__Problem description__. Everything in the data except the pictures belongs in your answer, copied exactly.

__Data records__.
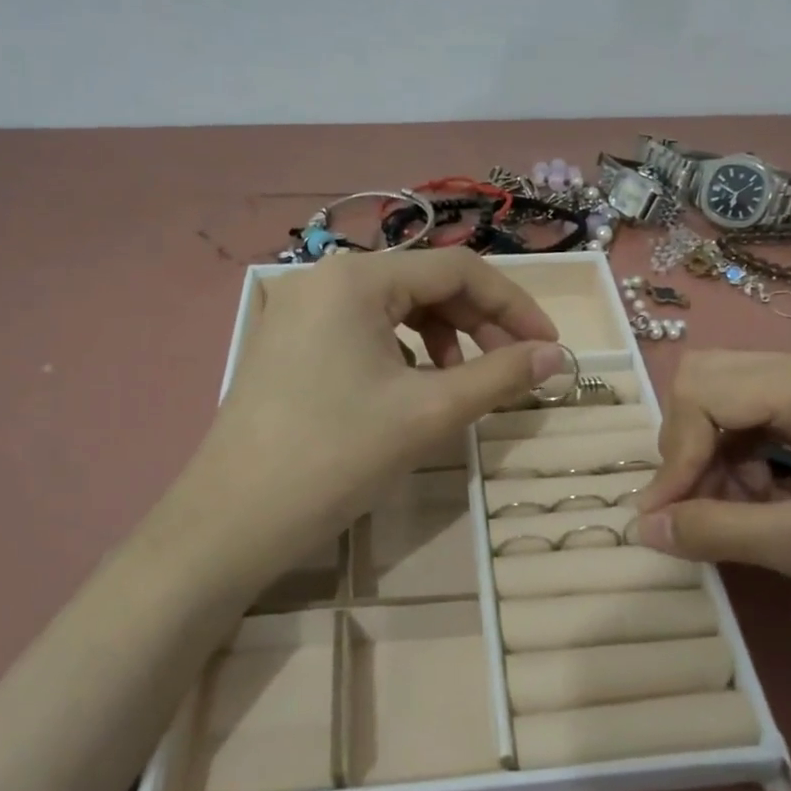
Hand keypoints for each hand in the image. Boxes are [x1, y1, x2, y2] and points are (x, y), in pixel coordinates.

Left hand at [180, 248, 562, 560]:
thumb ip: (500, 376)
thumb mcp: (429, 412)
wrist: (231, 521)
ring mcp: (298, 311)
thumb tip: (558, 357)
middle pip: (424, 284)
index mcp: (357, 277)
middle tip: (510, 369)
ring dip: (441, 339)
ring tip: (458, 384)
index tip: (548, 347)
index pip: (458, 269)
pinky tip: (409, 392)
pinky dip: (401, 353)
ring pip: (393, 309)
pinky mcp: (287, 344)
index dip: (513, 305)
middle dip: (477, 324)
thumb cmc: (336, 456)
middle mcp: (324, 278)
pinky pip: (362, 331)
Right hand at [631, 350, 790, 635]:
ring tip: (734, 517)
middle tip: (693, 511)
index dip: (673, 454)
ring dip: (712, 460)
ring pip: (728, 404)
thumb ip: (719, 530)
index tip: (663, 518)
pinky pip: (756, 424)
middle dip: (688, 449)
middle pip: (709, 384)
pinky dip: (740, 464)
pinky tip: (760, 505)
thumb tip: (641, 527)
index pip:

__Solution for this task__.
Hand keypoints for each hand in the image. Boxes are [x1, y1, x2, y2] and points are (x, y), in pixel coordinates.

Left hand at [180, 248, 562, 560]:
thumb ip: (500, 376)
thumb mcp: (429, 412)
wrist: (231, 521)
ring mcp: (298, 311)
thumb tip: (558, 357)
middle pip: (424, 284)
index mcp: (357, 277)
middle tip: (510, 369)
ring dip: (441, 339)
ring tip: (458, 384)
index tip: (548, 347)
index pip: (458, 269)
pinky tip: (409, 392)
pinky dip: (401, 353)
ring pip: (393, 309)
pinky mcp: (287, 344)
index dip: (513, 305)
middle dip: (477, 324)
thumb cmc: (336, 456)
middle mcp: (324, 278)
pinky pip: (362, 331)
Right hand at [631, 350, 790, 635]:
ring tip: (734, 517)
middle tip: (693, 511)
index dip: (673, 454)
ring dip: (712, 460)
ring pip: (728, 404)
thumb ip: (719, 530)
index tip: (663, 518)
pinky pip: (756, 424)
middle dip: (688, 449)
middle pip: (709, 384)
pinky dip: (740, 464)
pinky tip: (760, 505)
thumb tip: (641, 527)
index pip:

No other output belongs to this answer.